■ **Problem details**
Where does the word "Avenida" occur in the data below? Copy each line that holds it.

Saved entries:
Start of Block

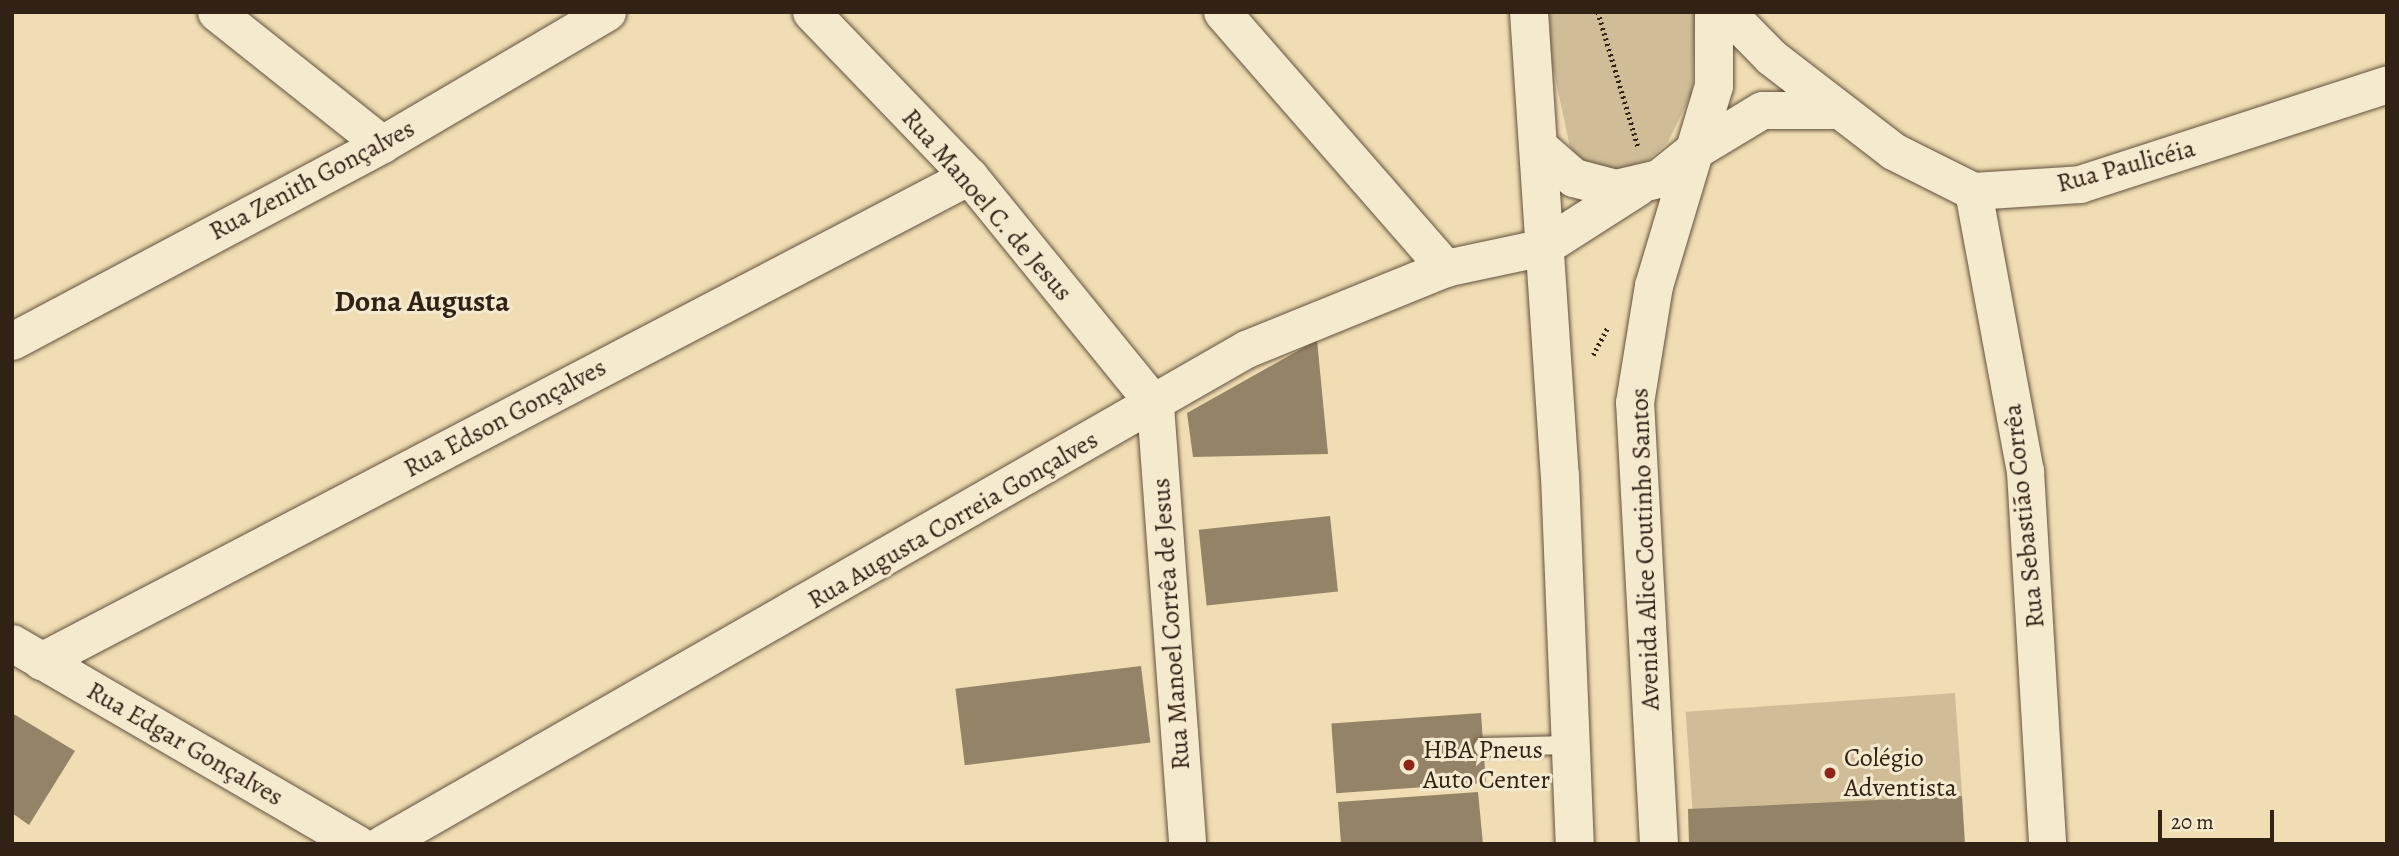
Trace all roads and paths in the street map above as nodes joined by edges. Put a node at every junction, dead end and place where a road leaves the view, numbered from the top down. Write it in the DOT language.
graph roads {
  1 [pos="216,12"];
  2 [pos="607,12"];
  3 [pos="811,12"];
  4 [pos="1222,12"];
  5 [pos="1529,12"];
  6 [pos="1714,12"];
  7 [pos="1727,12"];
  8 [pos="2387,84"];
  9 [pos="1837,110"];
  10 [pos="382,144"];
  11 [pos="1541,149"];
  12 [pos="1694,151"];
  13 [pos="969,176"];
  14 [pos="1638,187"];
  15 [pos="1973,191"];
  16 [pos="1545,247"];
  17 [pos="1445,268"];
  18 [pos="12,341"];
  19 [pos="1155,405"];
  20 [pos="27,652"];
  21 [pos="1571,745"];
  22 [pos="1483,747"];
  23 [pos="358,844"];
  24 [pos="382,844"];
  25 [pos="1187,844"];
  26 [pos="1575,844"];
  27 [pos="1659,844"];
  28 [pos="2047,844"];
  1 -- 10 [label="street"];
  2 -- 10 [label="street, Rua Zenith Gonçalves"];
  3 -- 13 [label="street, Rua Manoel C. de Jesus"];
  4 -- 17 [label="street"];
  5 -- 11 [label="main road"];
  6 -- 12 [label="main road, Avenida Alice Coutinho Santos"];
  7 -- 9 [label="street, Rua Paulicéia"];
  8 -- 15 [label="street, Rua Paulicéia"];
  9 -- 12 [label="street"];
  9 -- 15 [label="street, Rua Paulicéia"];
  10 -- 18 [label="street, Rua Zenith Gonçalves"];
  11 -- 14 [label="main road"];
  11 -- 16 [label="main road"];
  12 -- 14 [label="main road"];
  12 -- 27 [label="main road, Avenida Alice Coutinho Santos"];
  13 -- 19 [label="street, Rua Manoel C. de Jesus"];
  13 -- 20 [label="street, Rua Edson Gonçalves"];
  14 -- 16 [label="main road"];
  15 -- 28 [label="street, Rua Sebastião Corrêa"];
  16 -- 17 [label="street, Rua Augusta Correia Gonçalves"];
  16 -- 21 [label="main road"];
  17 -- 19 [label="street, Rua Augusta Correia Gonçalves"];
  19 -- 24 [label="street, Rua Augusta Correia Gonçalves"];
  19 -- 25 [label="street, Rua Manoel Corrêa de Jesus"];
  20 -- 23 [label="street, Rua Edgar Gonçalves"];
  21 -- 22 [label="lane"];
  21 -- 26 [label="main road"];
}
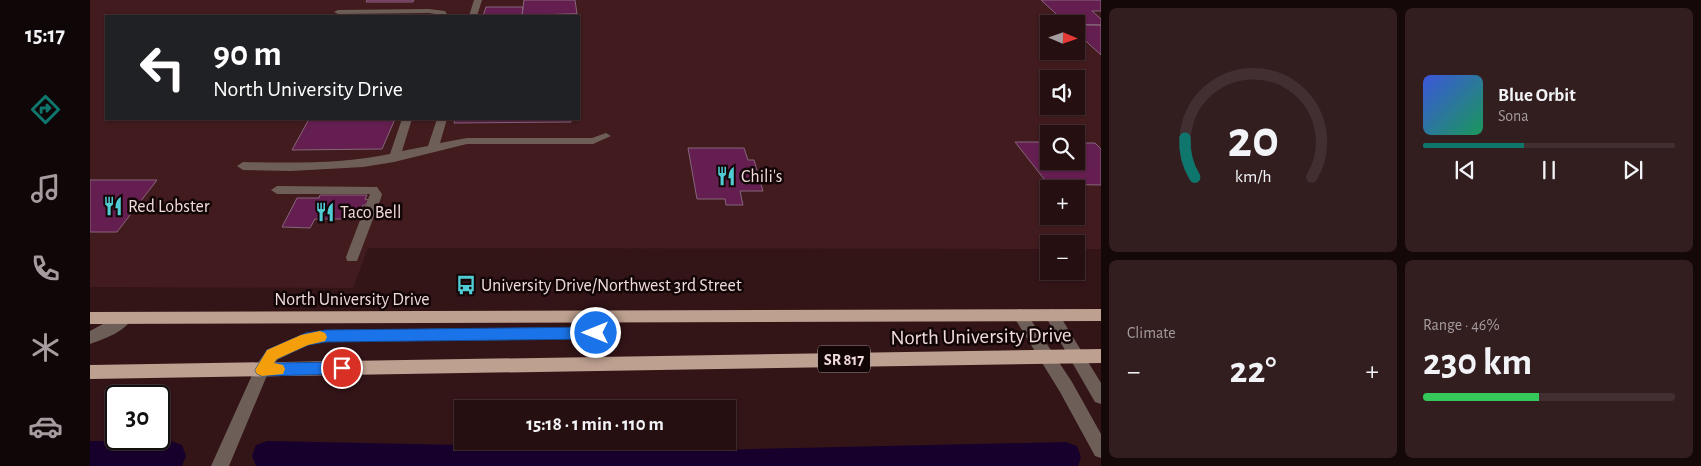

End of Block

■ **Answer box**
  6 -- 12 [label="main road, Avenida Alice Coutinho Santos"];
  12 -- 27 [label="main road, Avenida Alice Coutinho Santos"];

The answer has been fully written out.